## WHAT IS REQUIRED
How many lines in the records below contain the word "numbered"? State only that number.

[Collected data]
________________________________________

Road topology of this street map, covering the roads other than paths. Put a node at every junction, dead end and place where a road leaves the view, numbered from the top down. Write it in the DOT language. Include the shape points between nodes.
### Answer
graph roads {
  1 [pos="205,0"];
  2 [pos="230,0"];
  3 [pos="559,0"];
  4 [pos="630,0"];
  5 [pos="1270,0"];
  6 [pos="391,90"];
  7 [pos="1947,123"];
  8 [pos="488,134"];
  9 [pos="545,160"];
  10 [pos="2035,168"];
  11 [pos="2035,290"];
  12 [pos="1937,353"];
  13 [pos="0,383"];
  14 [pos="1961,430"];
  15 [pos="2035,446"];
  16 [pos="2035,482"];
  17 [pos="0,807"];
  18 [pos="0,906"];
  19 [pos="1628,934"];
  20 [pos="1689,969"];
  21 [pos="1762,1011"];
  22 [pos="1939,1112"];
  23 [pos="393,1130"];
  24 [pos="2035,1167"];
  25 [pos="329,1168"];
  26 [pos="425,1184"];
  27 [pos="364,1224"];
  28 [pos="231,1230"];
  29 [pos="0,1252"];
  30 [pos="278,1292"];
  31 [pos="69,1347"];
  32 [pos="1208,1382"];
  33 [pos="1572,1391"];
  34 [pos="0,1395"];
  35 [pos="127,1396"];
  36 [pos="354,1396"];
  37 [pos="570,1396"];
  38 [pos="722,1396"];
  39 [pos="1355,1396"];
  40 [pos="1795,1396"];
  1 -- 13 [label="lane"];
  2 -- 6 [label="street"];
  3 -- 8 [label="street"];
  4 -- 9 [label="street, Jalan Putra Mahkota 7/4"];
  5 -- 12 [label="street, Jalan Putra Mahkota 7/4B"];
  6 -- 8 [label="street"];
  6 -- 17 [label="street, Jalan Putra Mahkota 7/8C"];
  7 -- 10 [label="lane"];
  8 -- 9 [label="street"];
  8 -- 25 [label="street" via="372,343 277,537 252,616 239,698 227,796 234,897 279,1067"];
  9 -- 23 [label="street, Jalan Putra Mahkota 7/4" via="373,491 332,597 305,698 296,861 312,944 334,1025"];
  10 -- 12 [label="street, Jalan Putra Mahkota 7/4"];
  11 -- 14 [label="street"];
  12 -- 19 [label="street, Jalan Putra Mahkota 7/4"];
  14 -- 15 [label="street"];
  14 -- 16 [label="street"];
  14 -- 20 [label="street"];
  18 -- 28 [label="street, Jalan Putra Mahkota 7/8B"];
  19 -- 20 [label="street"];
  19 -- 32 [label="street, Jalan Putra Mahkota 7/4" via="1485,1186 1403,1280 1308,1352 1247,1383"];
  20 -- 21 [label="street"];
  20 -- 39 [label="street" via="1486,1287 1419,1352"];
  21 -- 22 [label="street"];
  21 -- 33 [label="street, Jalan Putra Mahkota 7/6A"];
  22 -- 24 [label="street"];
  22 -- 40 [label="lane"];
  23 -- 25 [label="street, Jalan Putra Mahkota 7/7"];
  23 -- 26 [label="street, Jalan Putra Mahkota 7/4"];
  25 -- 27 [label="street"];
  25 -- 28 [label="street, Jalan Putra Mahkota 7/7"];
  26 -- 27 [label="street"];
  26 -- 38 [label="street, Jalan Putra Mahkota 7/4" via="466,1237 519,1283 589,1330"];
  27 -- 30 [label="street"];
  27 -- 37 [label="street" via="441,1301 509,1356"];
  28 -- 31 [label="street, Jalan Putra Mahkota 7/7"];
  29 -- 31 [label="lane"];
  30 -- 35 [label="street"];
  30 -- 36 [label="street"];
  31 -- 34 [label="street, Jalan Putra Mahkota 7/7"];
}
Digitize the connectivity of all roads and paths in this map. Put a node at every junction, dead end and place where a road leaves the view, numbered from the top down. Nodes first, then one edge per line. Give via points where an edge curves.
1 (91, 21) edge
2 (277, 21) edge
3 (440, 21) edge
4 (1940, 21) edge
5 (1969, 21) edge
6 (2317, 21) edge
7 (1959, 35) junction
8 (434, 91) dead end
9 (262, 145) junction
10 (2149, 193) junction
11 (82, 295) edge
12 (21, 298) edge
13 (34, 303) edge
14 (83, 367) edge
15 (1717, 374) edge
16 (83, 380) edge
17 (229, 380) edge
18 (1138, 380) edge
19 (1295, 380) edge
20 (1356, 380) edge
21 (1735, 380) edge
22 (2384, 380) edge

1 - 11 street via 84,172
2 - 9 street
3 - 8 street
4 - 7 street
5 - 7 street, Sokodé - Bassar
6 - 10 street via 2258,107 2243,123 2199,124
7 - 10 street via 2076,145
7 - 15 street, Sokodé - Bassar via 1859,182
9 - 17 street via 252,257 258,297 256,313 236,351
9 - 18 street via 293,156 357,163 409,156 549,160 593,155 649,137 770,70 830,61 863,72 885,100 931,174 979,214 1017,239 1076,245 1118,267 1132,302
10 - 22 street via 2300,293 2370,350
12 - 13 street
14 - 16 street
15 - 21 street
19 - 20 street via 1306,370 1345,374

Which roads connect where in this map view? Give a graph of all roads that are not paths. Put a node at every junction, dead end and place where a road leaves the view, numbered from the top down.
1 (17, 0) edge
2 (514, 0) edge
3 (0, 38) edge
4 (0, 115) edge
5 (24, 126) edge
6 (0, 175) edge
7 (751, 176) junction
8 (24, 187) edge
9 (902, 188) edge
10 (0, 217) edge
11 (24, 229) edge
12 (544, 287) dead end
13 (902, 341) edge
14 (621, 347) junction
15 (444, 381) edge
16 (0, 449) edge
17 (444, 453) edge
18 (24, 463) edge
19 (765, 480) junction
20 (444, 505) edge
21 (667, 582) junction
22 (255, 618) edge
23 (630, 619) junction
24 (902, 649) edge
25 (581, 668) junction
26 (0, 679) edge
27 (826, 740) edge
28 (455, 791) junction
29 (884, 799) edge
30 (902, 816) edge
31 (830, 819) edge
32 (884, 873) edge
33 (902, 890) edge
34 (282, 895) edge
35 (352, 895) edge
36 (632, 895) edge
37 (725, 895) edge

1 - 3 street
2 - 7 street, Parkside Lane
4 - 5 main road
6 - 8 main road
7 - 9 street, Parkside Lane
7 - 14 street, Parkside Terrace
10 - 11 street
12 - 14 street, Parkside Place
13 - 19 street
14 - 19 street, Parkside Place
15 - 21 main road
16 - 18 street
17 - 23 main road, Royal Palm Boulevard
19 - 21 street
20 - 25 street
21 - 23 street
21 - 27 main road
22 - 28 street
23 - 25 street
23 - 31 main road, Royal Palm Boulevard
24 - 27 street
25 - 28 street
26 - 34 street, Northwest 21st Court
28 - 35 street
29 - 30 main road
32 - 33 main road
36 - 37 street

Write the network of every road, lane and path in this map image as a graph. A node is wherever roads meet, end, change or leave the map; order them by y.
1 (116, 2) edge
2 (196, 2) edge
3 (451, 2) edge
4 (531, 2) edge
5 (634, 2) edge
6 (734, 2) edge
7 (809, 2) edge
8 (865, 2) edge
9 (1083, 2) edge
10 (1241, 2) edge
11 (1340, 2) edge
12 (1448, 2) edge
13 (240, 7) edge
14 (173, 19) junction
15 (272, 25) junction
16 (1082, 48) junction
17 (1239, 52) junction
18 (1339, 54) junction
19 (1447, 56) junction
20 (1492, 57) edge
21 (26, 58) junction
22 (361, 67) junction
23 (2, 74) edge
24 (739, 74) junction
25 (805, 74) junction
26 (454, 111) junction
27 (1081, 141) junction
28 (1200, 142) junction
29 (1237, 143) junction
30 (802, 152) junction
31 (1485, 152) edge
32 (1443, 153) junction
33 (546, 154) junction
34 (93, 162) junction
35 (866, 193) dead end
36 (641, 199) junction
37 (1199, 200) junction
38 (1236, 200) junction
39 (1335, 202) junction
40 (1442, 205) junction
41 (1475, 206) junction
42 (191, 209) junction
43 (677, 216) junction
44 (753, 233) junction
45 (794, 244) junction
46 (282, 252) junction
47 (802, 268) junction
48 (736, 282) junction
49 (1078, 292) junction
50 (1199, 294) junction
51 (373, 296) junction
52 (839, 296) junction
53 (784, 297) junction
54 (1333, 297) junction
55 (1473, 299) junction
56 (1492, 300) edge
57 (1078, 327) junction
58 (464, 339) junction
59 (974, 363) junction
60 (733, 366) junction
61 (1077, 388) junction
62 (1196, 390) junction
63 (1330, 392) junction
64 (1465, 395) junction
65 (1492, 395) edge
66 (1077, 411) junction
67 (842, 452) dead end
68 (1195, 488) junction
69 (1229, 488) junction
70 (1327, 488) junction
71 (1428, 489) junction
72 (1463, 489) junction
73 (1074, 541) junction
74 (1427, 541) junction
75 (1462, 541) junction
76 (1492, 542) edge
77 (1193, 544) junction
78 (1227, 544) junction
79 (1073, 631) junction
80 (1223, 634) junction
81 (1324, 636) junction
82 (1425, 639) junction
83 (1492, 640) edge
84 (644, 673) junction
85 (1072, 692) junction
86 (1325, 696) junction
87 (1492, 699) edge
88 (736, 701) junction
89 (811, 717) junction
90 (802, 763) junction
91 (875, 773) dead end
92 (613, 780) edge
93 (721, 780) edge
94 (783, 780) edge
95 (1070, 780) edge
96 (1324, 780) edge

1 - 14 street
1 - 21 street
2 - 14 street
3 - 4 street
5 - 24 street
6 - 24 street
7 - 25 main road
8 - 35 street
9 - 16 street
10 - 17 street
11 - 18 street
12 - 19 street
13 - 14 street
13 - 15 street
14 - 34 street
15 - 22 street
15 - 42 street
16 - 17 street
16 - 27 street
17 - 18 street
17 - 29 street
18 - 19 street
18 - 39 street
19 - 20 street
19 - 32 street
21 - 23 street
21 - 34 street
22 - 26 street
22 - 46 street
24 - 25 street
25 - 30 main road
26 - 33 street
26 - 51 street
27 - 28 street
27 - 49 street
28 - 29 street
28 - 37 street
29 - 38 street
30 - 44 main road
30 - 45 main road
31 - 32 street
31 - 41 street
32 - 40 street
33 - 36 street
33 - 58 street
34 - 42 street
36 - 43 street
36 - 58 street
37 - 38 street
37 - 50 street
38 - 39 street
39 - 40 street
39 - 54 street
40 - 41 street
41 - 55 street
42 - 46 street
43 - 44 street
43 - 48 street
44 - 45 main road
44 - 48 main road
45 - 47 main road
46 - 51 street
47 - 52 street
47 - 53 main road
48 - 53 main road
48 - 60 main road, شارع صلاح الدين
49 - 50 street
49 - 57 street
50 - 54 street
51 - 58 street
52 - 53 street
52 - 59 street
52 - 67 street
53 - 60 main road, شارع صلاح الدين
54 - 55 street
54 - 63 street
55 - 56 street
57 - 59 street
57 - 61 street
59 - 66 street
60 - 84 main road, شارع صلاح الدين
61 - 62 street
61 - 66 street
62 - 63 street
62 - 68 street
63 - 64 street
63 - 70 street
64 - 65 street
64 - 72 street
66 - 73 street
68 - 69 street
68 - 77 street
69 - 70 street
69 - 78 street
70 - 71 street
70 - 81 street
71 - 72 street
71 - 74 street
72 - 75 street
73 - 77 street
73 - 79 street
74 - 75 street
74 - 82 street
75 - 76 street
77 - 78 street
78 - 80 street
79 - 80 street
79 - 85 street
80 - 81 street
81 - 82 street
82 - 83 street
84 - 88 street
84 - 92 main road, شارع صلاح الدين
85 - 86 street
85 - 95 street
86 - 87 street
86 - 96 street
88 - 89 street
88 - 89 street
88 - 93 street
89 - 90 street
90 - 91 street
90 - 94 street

________________________________________

## WRITTEN SOLUTION
3